In the first story, Amchi is a doctor of Tibetan medicine while his son Dorje specialises in the Western system. Amchi finds that his son derides the Tibetan system but one day when Amchi dies peacefully after talking to a team of visiting doctors from the West, Dorje realises the importance of what his father was doing. Amchi’s way of healing was to discuss general things with his patient and listen to the latter’s pulse — to find the nature of the streams of energy flowing in the patient’s body. He could perceive the melody of each stream and prescribe medicine which the modern medicine cannot. He and the patient would then pray to Lord Buddha for recovery of the patient. So the treatment was essentially due to Amchi’s prayers and the faith and devotion of the patient. The Tibetan medical philosophy is based on the psychological and spiritual processes to heal the body and mind.

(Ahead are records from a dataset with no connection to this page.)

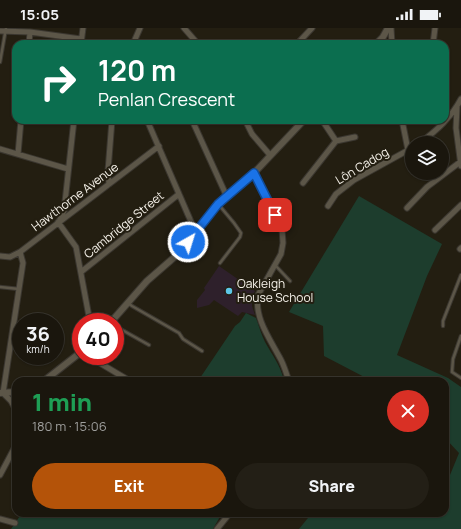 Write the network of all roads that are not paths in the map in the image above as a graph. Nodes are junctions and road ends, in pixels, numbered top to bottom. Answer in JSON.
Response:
{"nodes":[{"id":1,"x":83,"y":28,"type":"edge"},
{"id":2,"x":140,"y":28,"type":"edge"},
{"id":3,"x":184,"y":28,"type":"edge"},
{"id":4,"x":312,"y":28,"type":"edge"},
{"id":5,"x":389,"y":28,"type":"edge"},
{"id":6,"x":435,"y":28,"type":"edge"},
{"id":7,"x":4,"y":30,"type":"edge"},
{"id":8,"x":30,"y":32,"type":"junction"},
{"id":9,"x":29,"y":40,"type":"edge"},
{"id":10,"x":71,"y":40,"type":"edge"},
{"id":11,"x":81,"y":40,"type":"edge"},
{"id":12,"x":135,"y":40,"type":"edge"},
{"id":13,"x":194,"y":40,"type":"edge"},
{"id":14,"x":302,"y":40,"type":"edge"},
{"id":15,"x":380,"y":40,"type":"edge"},
{"id":16,"x":391,"y":40,"type":"edge"},
{"id":17,"x":434,"y":40,"type":"edge"},
{"id":18,"x":0,"y":62,"type":"edge"},
{"id":19,"x":461,"y":99,"type":"edge"},
{"id":20,"x":457,"y":106,"type":"junction"},
{"id":21,"x":449,"y":118,"type":"edge"},
{"id":22,"x":21,"y":124,"type":"edge"},
{"id":23,"x":74,"y":124,"type":"edge"},
{"id":24,"x":112,"y":124,"type":"edge"},
{"id":25,"x":149,"y":124,"type":"edge"},
{"id":26,"x":194,"y":124,"type":"edge"},
{"id":27,"x":247,"y":124,"type":"edge"},
{"id":28,"x":300,"y":124,"type":"edge"},
{"id":29,"x":325,"y":124,"type":"edge"},
{"id":30,"x":403,"y":124,"type":"edge"},
{"id":31,"x":443,"y":124,"type":"edge"},
{"id":32,"x":406,"y":136,"type":"edge"},
{"id":33,"x":429,"y":136,"type":"edge"},
{"id":34,"x":355,"y":137,"type":"dead end"},
{"id":35,"x":336,"y":141,"type":"junction"},
{"id":36,"x":159,"y":146,"type":"junction"},
{"id":37,"x":0,"y":149,"type":"edge"},
{"id":38,"x":405,"y":152,"type":"edge"},
{"id":39,"x":18,"y":154,"type":"junction"},
{"id":40,"x":270,"y":155,"type":"junction"},
{"id":41,"x":460,"y":164,"type":"edge"},
{"id":42,"x":68,"y":169,"type":"junction"},
{"id":43,"x":254,"y":173,"type":"junction"},
{"id":44,"x":303,"y":183,"type":"dead end"},
{"id":45,"x":109,"y":184,"type":"junction"},
{"id":46,"x":179,"y":194,"type":"junction"},
{"id":47,"x":227,"y":197,"type":"junction"},
{"id":48,"x":218,"y":204,"type":"junction"},
{"id":49,"x":461,"y":205,"type":"edge"},
{"id":50,"x":328,"y":206,"type":"dead end"},
{"id":51,"x":407,"y":208,"type":"dead end"},
{"id":52,"x":58,"y":222,"type":"junction"},
{"id":53,"x":198,"y":229,"type":"junction"},
{"id":54,"x":435,"y":230,"type":"dead end"},
{"id":55,"x":20,"y":252,"type":"junction"},
{"id":56,"x":0,"y":256,"type":"edge"},
{"id":57,"x":220,"y":263,"type":"dead end"},
{"id":58,"x":275,"y":264,"type":"junction"},
{"id":59,"x":82,"y":272,"type":"junction"},
{"id":60,"x":461,"y":275,"type":"edge"},
{"id":61,"x":290,"y":281,"type":"dead end"},
{"id":62,"x":0,"y":287,"type":"edge"},
{"id":63,"x":19,"y":289,"type":"junction"},
{"id":64,"x":128,"y":302,"type":"junction"},
{"id":65,"x":89,"y":313,"type":"edge"},
{"id":66,"x":119,"y":313,"type":"edge"},
{"id":67,"x":443,"y":326,"type":"dead end"},
{"id":68,"x":124,"y":331,"type":"edge"},
{"id":69,"x":461,"y":336,"type":"edge"},
{"id":70,"x":149,"y":345,"type":"dead end"},
{"id":71,"x":202,"y":351,"type":"dead end"},
{"id":72,"x":72,"y":359,"type":"edge"},
{"id":73,"x":103,"y":365,"type":"edge"},
{"id":74,"x":49,"y":377,"type":"edge"},
{"id":75,"x":123,"y":377,"type":"edge"},
{"id":76,"x":288,"y":377,"type":"edge"},
{"id":77,"x":461,"y":378,"type":"edge"},
{"id":78,"x":12,"y":392,"type":"edge"},
{"id":79,"x":1,"y":393,"type":"edge"},
{"id":80,"x":12,"y":403,"type":"edge"},
{"id":81,"x":12,"y":452,"type":"edge"},
{"id":82,"x":1,"y":471,"type":"edge"},
{"id":83,"x":226,"y":517,"type":"edge"},
{"id":84,"x":0,"y":519,"type":"edge"},
{"id":85,"x":15,"y":523,"type":"dead end"},
{"id":86,"x":216,"y":529,"type":"edge"}],
"edges":[{"from":1,"to":11,"type":"street"},
{"from":2,"to":12,"type":"street"},
{"from":3,"to":13,"type":"street"},
{"from":4,"to":14,"type":"street"},
{"from":5,"to":15,"type":"street"},
{"from":5,"to":16,"type":"street"},
{"from":6,"to":17,"type":"street"},
{"from":7,"to":8,"type":"street"},
{"from":7,"to":18,"type":"lane"},
{"from":8,"to":9,"type":"street"},
{"from":8,"to":10,"type":"street"},
{"from":19,"to":20,"type":"street"},
{"from":20,"to":21,"type":"street"},
{"from":20,"to":41,"type":"street"},
{"from":22,"to":39,"type":"street"},
{"from":23,"to":42,"type":"street"},
{"from":24,"to":45,"type":"street"},
{"from":25,"to":36,"type":"street"},
{"from":26,"to":47,"type":"street"},
{"from":27,"to":40,"type":"street"},
{"from":28,"to":40,"type":"street"},
{"from":29,"to":35,"type":"street"},
{"from":30,"to":32,"type":"street"},
{"from":31,"to":33,"type":"street"},
{"from":34,"to":35,"type":"street"},
{"from":35,"to":44,"type":"street"},
{"from":36,"to":45,"type":"street","name":"Hawthorne Avenue"},
{"from":36,"to":46,"type":"street"},
{"from":37,"to":39,"type":"street"},
{"from":38,"to":50,"type":"street","name":"Lôn Cadog"},
{"from":39,"to":42,"type":"street"},
{"from":40,"to":43,"type":"street"},
{"from":41,"to":51,"type":"street"},
{"from":42,"to":52,"type":"street"},
{"from":43,"to":47,"type":"street"},
{"from":43,"to":58,"type":"street"},
{"from":45,"to":52,"type":"street","name":"Hawthorne Avenue"},
{"from":46,"to":53,"type":"street"},
{"from":46,"to":59,"type":"street","name":"Cambridge Street"},
{"from":47,"to":48,"type":"street"},
{"from":48,"to":53,"type":"street"},
{"from":48,"to":57,"type":"lane"},
{"from":49,"to":54,"type":"street"},
{"from":52,"to":55,"type":"street","name":"Hawthorne Avenue"},
{"from":52,"to":59,"type":"street"},
{"from":53,"to":64,"type":"street"},
{"from":55,"to":56,"type":"street","name":"Hawthorne Avenue"},
{"from":55,"to":63,"type":"street"},
{"from":58,"to":61,"type":"lane"},
{"from":58,"to":76,"type":"street"},
{"from":59,"to":65,"type":"street"},
{"from":60,"to":67,"type":"lane"},
{"from":62,"to":63,"type":"lane"},
{"from":63,"to":79,"type":"street"},
{"from":64,"to":66,"type":"street"},
{"from":64,"to":71,"type":"lane"},
{"from":68,"to":70,"type":"lane"},
{"from":69,"to":77,"type":"lane"},
{"from":72,"to":74,"type":"street"},
{"from":73,"to":75,"type":"street"},
{"from":78,"to":79,"type":"street"},
{"from":79,"to":80,"type":"street"},
{"from":81,"to":82,"type":"street"},
{"from":83,"to":86,"type":"street"},
{"from":84,"to":85,"type":"street"}]}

In another story titled ‘Big Tree’, a very large and old tree stands in the village under which people take shelter in its shade and rest when it is hot or during the monsoon. Once a couple comes to meet under its foliage and the tree notices the boy an girl crying as they are soon to be parted from each other. The tree feels sorry for them and lowers its branches to hide the couple from prying eyes of others. The old tree is like an old man trying to protect and shelter the young ones.
In a very touching story about a little bird caught in a dilemma of whether to fly or remain with her master out of her sense of obligation, the author tries to provide the solution. A tiny bird learns to fly when staying with her parents in a group of migratory birds but one day she falls to the ground. A man walking past the area rescues her and takes her home. He places her in a cage. The bird forgets to fly and lives peacefully. But one day she gets an overpowering urge to fly with her white feathers but is not sure if she can do so. As she grows big, she is shifted to a bigger cage. While being transferred, she feels a strange sensation and escapes.
Many such stories of the soul elucidate the philosophy of reincarnation, which is the spiritual entrance to salvation. The book dispels superstitious beliefs about the Tibetan philosophy and system of medicine. Presented in an unusual style, the stories provide a perfect blend of various rituals of Buddhism and its history.
(Sterling Publishers Pvt Ltd, A-59 Okhla Industrial Area, Phase-II, New Delhi-110020.)